In this post I will divulge everything in my first year of semi-expatriation which has not yet been put up.  All the missing links, as they say.  These are the wonderful experiences that God's generosity has provided through the generosity of many good people who know me, pray for me, and sacrifice for me.  It's about time all that goodness be shared back!  After all.  Our beloved St. Thomas Aquinas reminds us in his Summa Theologiae that goodness, of its own nature, diffuses itself.  Therefore, please do the kind favor of enjoying the following self-diffusion of the good things that God and good people have made possible in a young man's life.

Please let me specifically thank the fabulous Knights of Columbus councils who --- among many other worthy endeavors --- offer themselves to the Church as a significant rank of invisible soldiers for Her priests and priests-to-be.  Including this dude.  So when you think of it, do say a prayer of thanksgiving for them =).

Back to the beginning it is, then!  Yes, here we are.


This happened after I returned from my first month in Assisi and before beginning the official start of academic theological studies.  We were back in Rome for another month-ish of Italian lessons at the NAC, but took a week off to attend our annual canonical retreat.  It was outside of a little town called Greccio, north of Rome, and included both beautiful vistas for day dreaming and mountainous landscapes for exploring.

This is a night view looking out my bedroom window.  I just thought it looked neat, so I took a long-shutter snapshot.

I really enjoyed the chapel next to the retreat house.  It was simple, of arched and sturdy stone, and was very tranquil.  Did more than one holy hour in here for sure!

I've never seen a Marian statue like that before.  I thought it was beautiful.

Another long-shutter snapshot looking out into the valley.

We always take our retreats before the beginning of the school year.  They are one-week silent retreats, so there is zero talking (except liturgical responses), even during meals, and no watching TV, no computer, no cell phone, no Internet, no iPad, iPod, YouTube, WeThis, or TheyThat.  We are totally unplugged!  It is a time to be silent and give over the year to God, to listen to him and be alone with him.  Yet it is no nightmare having zero access to the outside world.  In fact, I compare that feeling to the scene at the end of Free Willy when the Orca finally jumps over the rock wall in slow motion.  Except now also add the Braveheart version of Mel Gibson yelling "Freeeeeedoomm!!!!!".

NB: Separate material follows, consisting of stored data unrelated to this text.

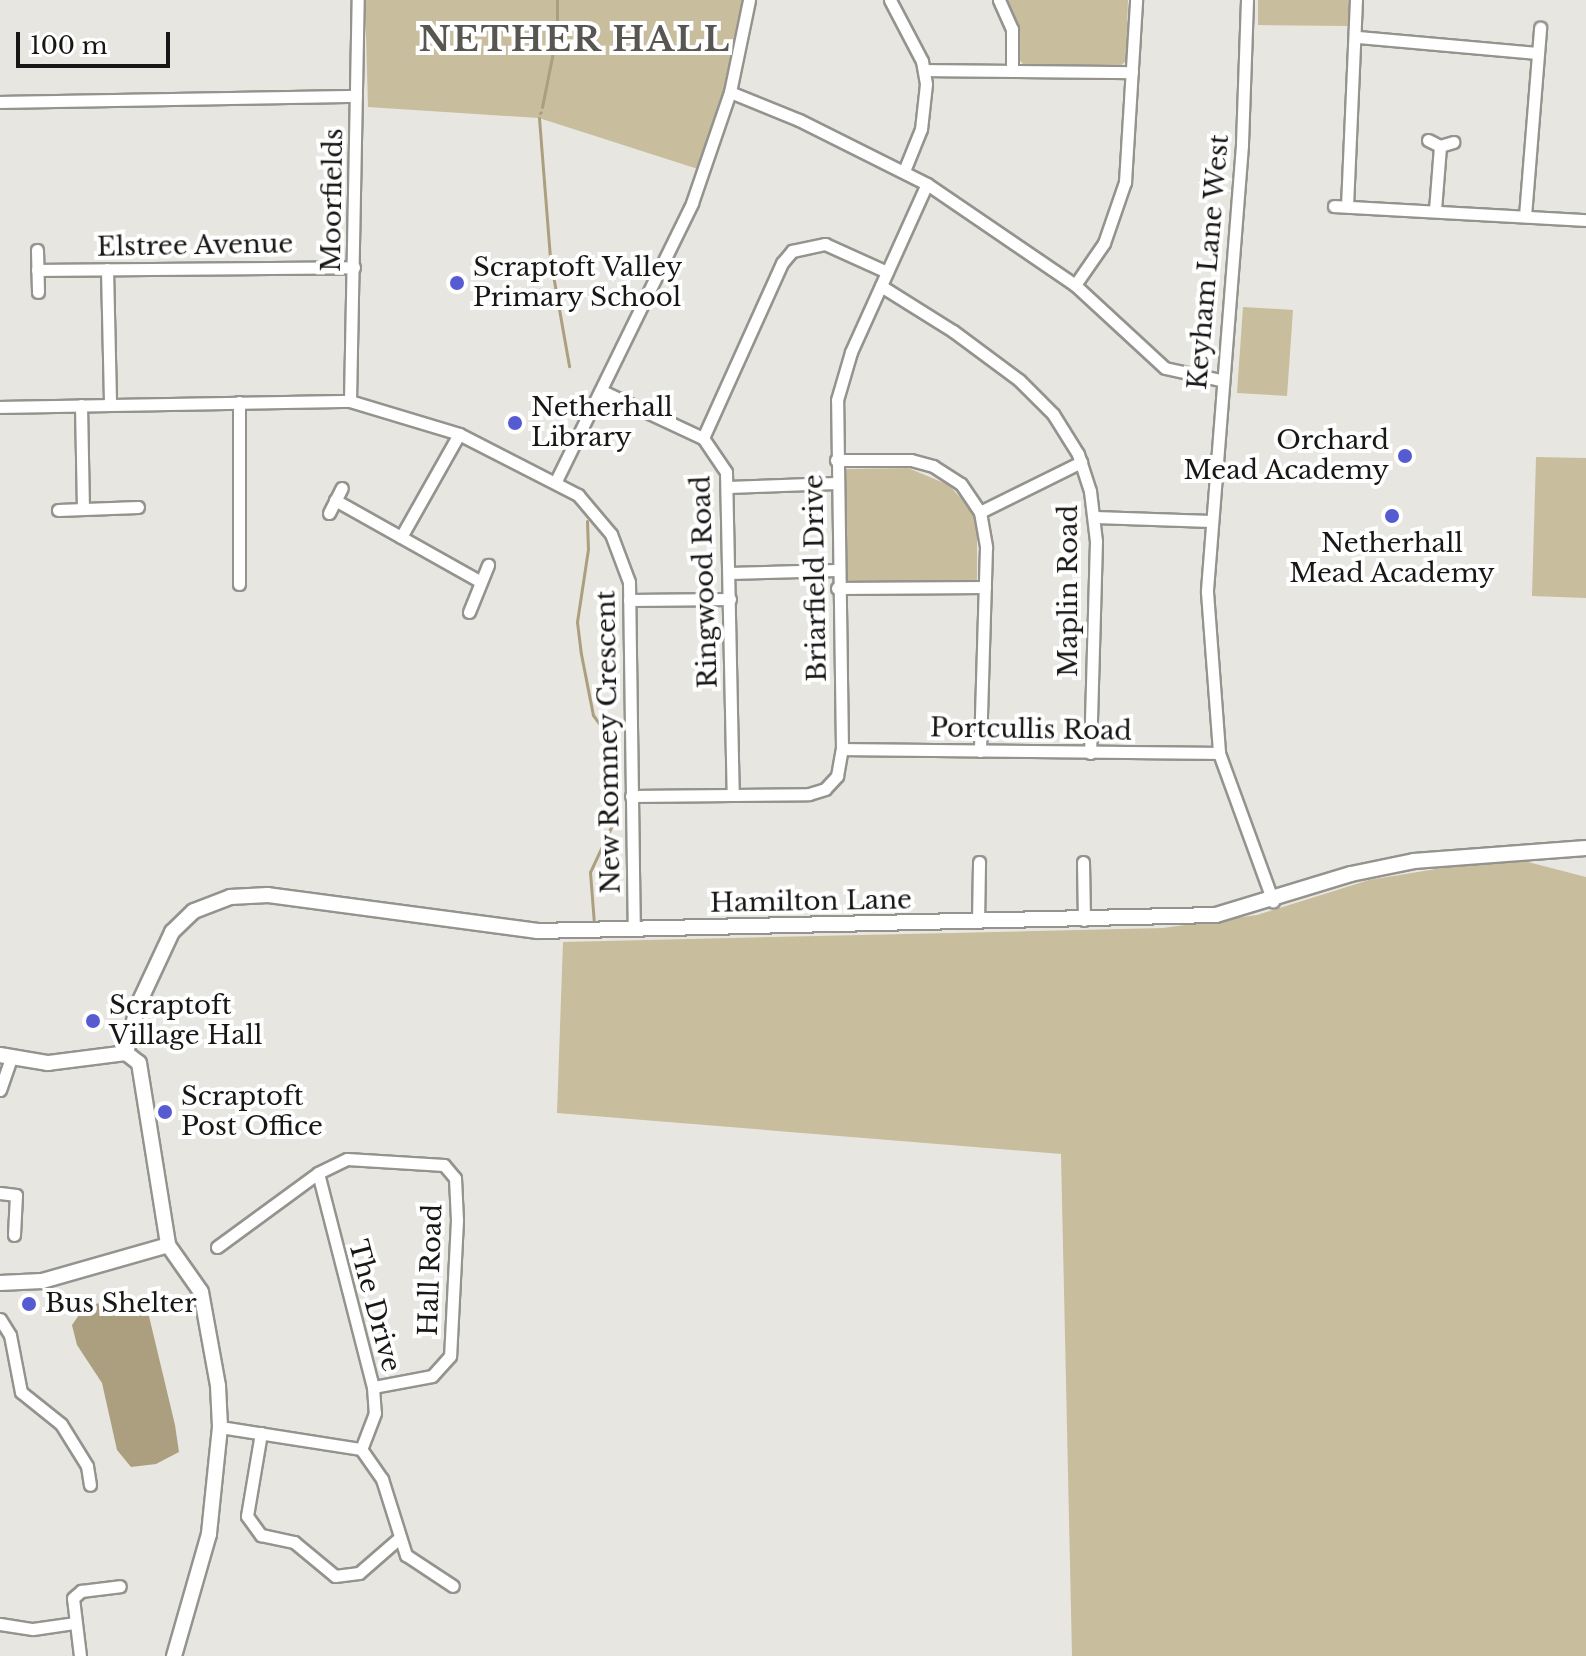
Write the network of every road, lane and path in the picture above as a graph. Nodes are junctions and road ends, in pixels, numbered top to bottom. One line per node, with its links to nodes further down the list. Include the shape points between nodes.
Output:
1 (358, 0): 15 (street, Moorfields)
2 (749, 0): 14 (street)
3 (890, 0): 11 (street)
4 (999, 0): 12 (street, via 1012,29)
5 (1136, 0): 13 (street)
6 (1247, 0): 35 (street, Keyham Lane West, via 1242,145)
7 (1356, 0): 9 (street)
8 (1540, 28): 10 (street)
9 (1358, 37): 10 (street); 23 (street)
10 (1537, 53): 25 (street)
11 (925, 70): 12 (street); 20 (street, via 921,129)
12 (1012, 71): 13 (street)
13 (1132, 72): 32 (street, via 1121,198 1104,243)
14 (730, 92): 20 (street); 36 (street, via 692,203)
15 (356, 96): 16 (street); 28 (street, Moorfields)
16 (0, 102)
17 (1428, 140): 19 (street)
18 (1453, 142): 19 (street)
19 (1440, 146): 24 (street)
20 (904, 171): 21 (street)
21 (927, 184): 31 (street, Briarfield Drive); 32 (street)
22 (1334, 206): 23 (street)
23 (1347, 206): 24 (street)
24 (1435, 210): 25 (street)
25 (1525, 216): 26 (street)
26 (1586, 220)
27 (37, 250): 30 (street)
28 (354, 267): 29 (street, Elstree Avenue); 37 (street, Moorfields)
29 (107, 269): 30 (street, Elstree Avenue); 40 (street)
30 (37, 270): 34 (street)
31 (887, 272): 33 (street, Briarfield Drive); 43 (street, via 825,244 792,251)
32 (1075, 285): 35 (street, via 1165,368)
33 (881, 286): 44 (street, Briarfield Drive, via 841,382); 45 (street, Maplin Road, via 953,331 1032,391 1062,427)
34 (38, 292)
35 (1220, 380): 57 (street, Keyham Lane West)
36 (602, 391): 43 (street, Ringwood Road); 46 (street)
37 (350, 401): 38 (street, New Romney Crescent); 42 (street, New Romney Crescent)
38 (239, 402): 40 (street, New Romney Crescent); 63 (street)
39 (81, 405): 40 (street, New Romney Crescent); 41 (street, New Romney Crescent); 52 (street)
40 (110, 405)
41 (0, 407)
42 (459, 434): 46 (street, New Romney Crescent); 58 (street)
43 (703, 438): 48 (street, Ringwood Road, via 720,457)
44 (836, 460): 47 (street, Briarfield Drive); 54 (street, via 911,460 933,466 961,484)
45 (1081, 462): 54 (street); 56 (street, Maplin Road)
46 (556, 481): 67 (street, New Romney Crescent, via 587,504 611,534 626,569)
47 (836, 483): 48 (street); 60 (street, Briarfield Drive)
48 (728, 487): 61 (street, Ringwood Road)
49 (342, 488): 50 (street)
50 (335, 500): 55 (street); 58 (street)
51 (138, 507): 52 (street)
52 (83, 509): 53 (street)
53 (58, 510)
54 (980, 512): 64 (street, via 986,537)
55 (329, 513)
56 (1095, 517): 57 (street); 71 (street, Maplin Road)
57 (1211, 521): 72 (street, Keyham Lane West, via 1207,592)
58 (401, 537): 62 (street)
59 (488, 565): 62 (street)
60 (837, 570): 61 (street); 65 (street, Briarfield Drive)
61 (729, 573): 66 (street, Ringwood Road)
62 (481, 582): 68 (street)
63 (239, 584)
64 (985, 587): 65 (street); 70 (street)
65 (837, 588): 69 (street, Briarfield Drive)
66 (730, 599): 67 (street); 73 (street, Ringwood Road)
67 (629, 600): 74 (street, New Romney Crescent)
68 (469, 612)
69 (842, 749): 70 (street, Portcullis Road); 73 (street, Briarfield Drive, via 837,776 820,792)
70 (980, 751): 71 (street, Portcullis Road)
71 (1090, 753): 72 (street, Portcullis Road)
72 (1219, 753): 78 (street, Keyham Lane West)
73 (733, 795): 74 (street, Briarfield Drive)
74 (631, 796): 81 (street, New Romney Crescent)
75 (1586, 848): 78 (street, Hamilton Lane, via 1414,861 1351,874)
76 (979, 862): 80 (street)
77 (1083, 862): 79 (street)
78 (1273, 901): 79 (street, Hamilton Lane, via 1216,915)
79 (1084, 920): 80 (street, Hamilton Lane)
80 (978, 922): 81 (street, Hamilton Lane)
81 (634, 930): 82 (street, Hamilton Lane, via 537,931 268,895 230,897 194,911 172,932 138,1005)
82 (126, 1053): 83 (street, via 74,1062); 88 (street, via 139,1063)
83 (6, 1057): 84 (street)
84 (0, 1090)
85 (318, 1173): 89 (street, Hall Road); 92 (street, The Drive); 92 (street, Hall Road, via 347,1159 398,1159 444,1165 455,1178 456,1287 450,1356 432,1376)
86 (0, 1193): 87 (street, via 16,1195)
87 (14, 1235)
88 (168, 1245): 90 (street, via 42,1281); 93 (street, via 201,1292)
89 (217, 1247)
90 (0, 1283)
91 (0, 1319): 96 (street, via 10,1335 21,1392 61,1424 87,1466)
92 (373, 1387): 95 (street, The Drive, via 375,1413)
93 (220, 1427): 94 (street); 103 (street, via 203,1566)
94 (261, 1433): 95 (street); 97 (street, via 247,1516 261,1535 294,1542 335,1576 359,1573)
95 (361, 1449): 97 (street, via 382,1479)
96 (90, 1485)
97 (398, 1539): 99 (street, via 406,1555)
98 (120, 1586): 100 (street, via 81,1591 73,1598)
99 (453, 1586)
100 (74, 1623): 101 (street, via 33,1629); 102 (street)
101 (0, 1624)
102 (80, 1656)
103 (174, 1656)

All things considered, it was a wonderful retreat.  I had been out of the States for just over two months at that point, and not only needed some real down time for reflection, but some real down time for rest and recuperation.  In fact, if I remember correctly, in the first three days I slept about 34 hours altogether.  It was a good lesson which has been continuously repeated throughout this interesting Roman adventure.  St. Paul says it well.  He speaks in several of his letters about the analogy of running and winning the race which leads to eternal life.  It is the Christian life of faith, and for many, it is no dash but a marathon (or several!).

Enter stage left, my learning curve.  One of the demands of prudence, it turns out, is a proper share of zealousness for times of rest and time away with Jesus.  Otherwise one slowly becomes a not-so-zealous worker in his vineyard.  We cannot give what we do not have, and thus we can't pretend that we can give Christ to others if we don't first receive him.  So it is necessary to take dedicated time each day to go away and be with him.  Periodically, this includes taking longer amounts of time to rest and refill the spiritual and physical gas tank.  Such a program makes us like the wise virgin or the master builder who prepare and work in measured fashion, in order that we may be able, like Christ, to do all things well (cf. Mk 7:37).


This nice little Tuscan town was a place I visited with two of my classmates last October.  It has some pretty deep roots.  It was established by the ancient Etruscan peoples and was later taken over by the Romans in the 4th century BC.  There are several historical and religious gems in this city if one knows where to look.  And on a side note, I just recently learned that one of its sister cities is Mount Pleasant, MI.  Imagine that!

The weekend we were there must have corresponded to some malfunction in the heavenly floodgates, because it sure did rain much more than any rational Joe would consider 'a fair share'.  But bad weather aside, Chris, Garrett, and I enjoyed some good time with the town's local seminarians (we stayed at their seminary) and made sure that we sampled some of the local Tuscan wine.  No complaints here!

Arezzo is the birthplace of one of music's most helpful men, the legendary Guido Monaco.  Who is this mysterious character, you ask?  Guido was a Benedictine monk who lived at the beginning of the 11th century.  He is the one who invented modern musical staff notation, which would replace the neumatic notation of Gregorian chant to become the standard way of dictating music on paper.  The  Do - Re - Mi - Fa - So - La - Ti - Do moniker we all know comes from Guido (whose original musical model was Ut - Re - Mi - Fa - Sol - La). 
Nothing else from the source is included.